## Task prompt
Each record should be given again exactly, and any picture in it left out.
BEGIN Provided material
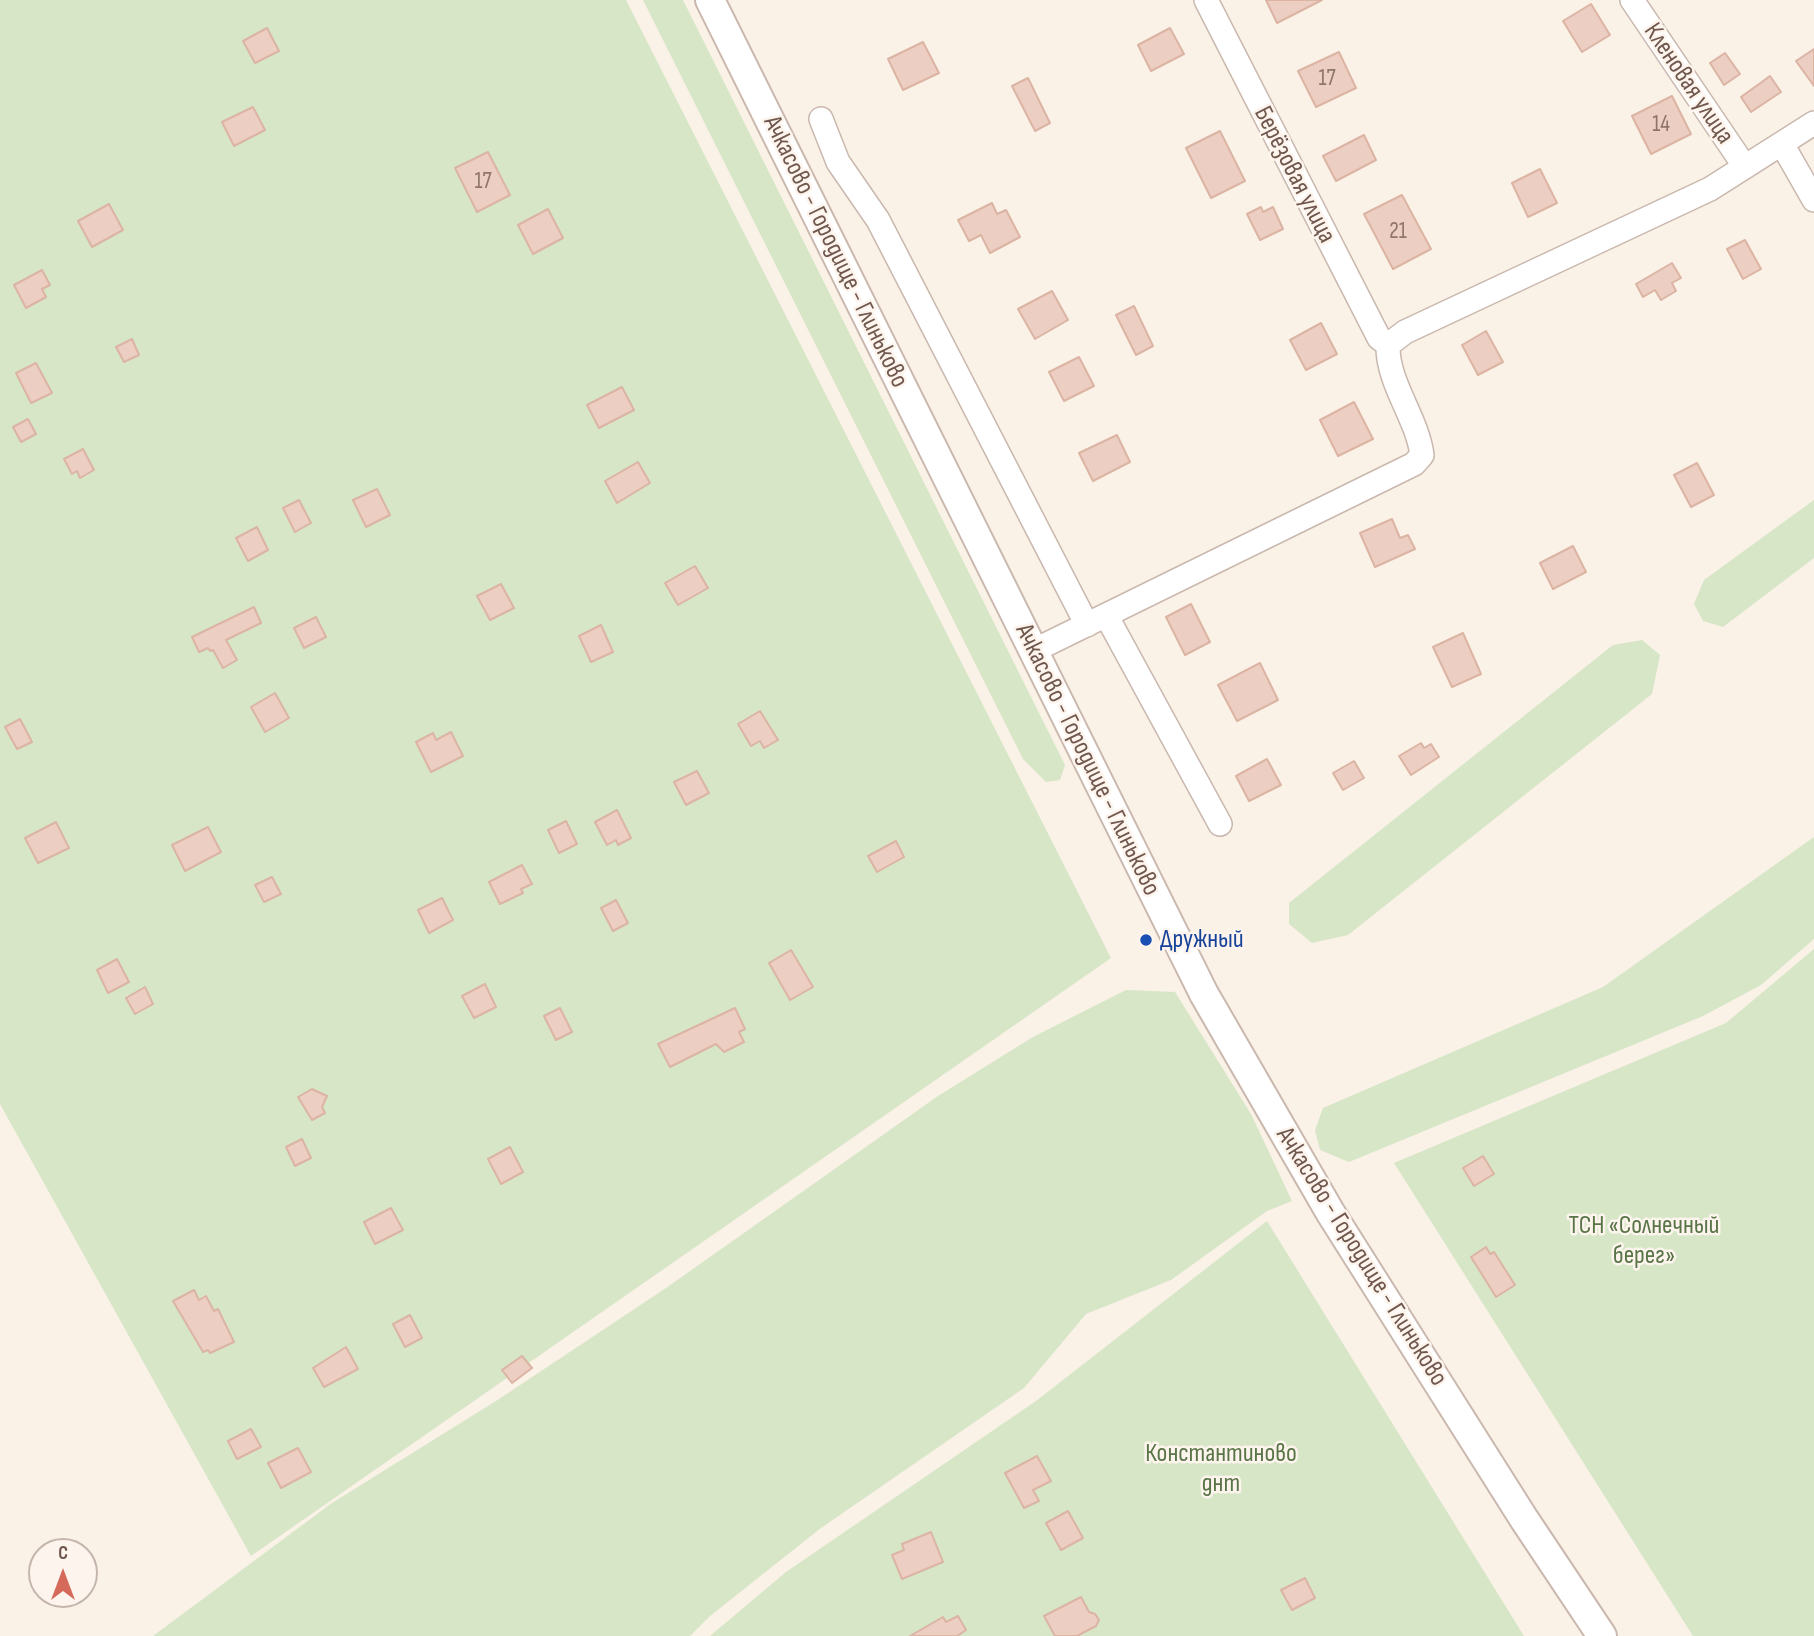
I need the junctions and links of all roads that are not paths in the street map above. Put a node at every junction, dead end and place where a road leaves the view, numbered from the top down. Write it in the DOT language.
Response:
graph roads {
  1 [pos="710,0"];
  2 [pos="1206,0"];
  3 [pos="1632,0"];
  4 [pos="821,119"];
  5 [pos="1814,123"];
  6 [pos="1782,144"];
  7 [pos="1745,167"];
  8 [pos="1814,200"];
  9 [pos="1388,345"];
  10 [pos="1097,620"];
  11 [pos="1033,651"];
  12 [pos="1220,824"];
  13 [pos="1602,1636"];
  1 -- 11 [label="street, Ачкасово - Городище - Глиньково"];
  2 -- 9 [label="street, Берёзовая улица"];
  3 -- 7 [label="street, Кленовая улица"];
  4 -- 10 [label="street"];
  5 -- 6 [label="street"];
  6 -- 7 [label="street"];
  6 -- 8 [label="street"];
  7 -- 9 [label="street"];
  9 -- 10 [label="street"];
  10 -- 11 [label="street"];
  10 -- 12 [label="street"];
  11 -- 13 [label="street, Ачкасово - Городище - Глиньково"];
}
END Provided material
## Answer space
I need the junctions and links of all roads that are not paths in the street map above. Put a node at every junction, dead end and place where a road leaves the view, numbered from the top down. Write it in the DOT language.
Response:
graph roads {
  1 [pos="710,0"];
  2 [pos="1206,0"];
  3 [pos="1632,0"];
  4 [pos="821,119"];
  5 [pos="1814,123"];
  6 [pos="1782,144"];
  7 [pos="1745,167"];
  8 [pos="1814,200"];
  9 [pos="1388,345"];
  10 [pos="1097,620"];
  11 [pos="1033,651"];
  12 [pos="1220,824"];
  13 [pos="1602,1636"];
  1 -- 11 [label="street, Ачкасово - Городище - Глиньково"];
  2 -- 9 [label="street, Берёзовая улица"];
  3 -- 7 [label="street, Кленовая улица"];
  4 -- 10 [label="street"];
  5 -- 6 [label="street"];
  6 -- 7 [label="street"];
  6 -- 8 [label="street"];
  7 -- 9 [label="street"];
  9 -- 10 [label="street"];
  10 -- 11 [label="street"];
  10 -- 12 [label="street"];
  11 -- 13 [label="street, Ачкасово - Городище - Глиньково"];
}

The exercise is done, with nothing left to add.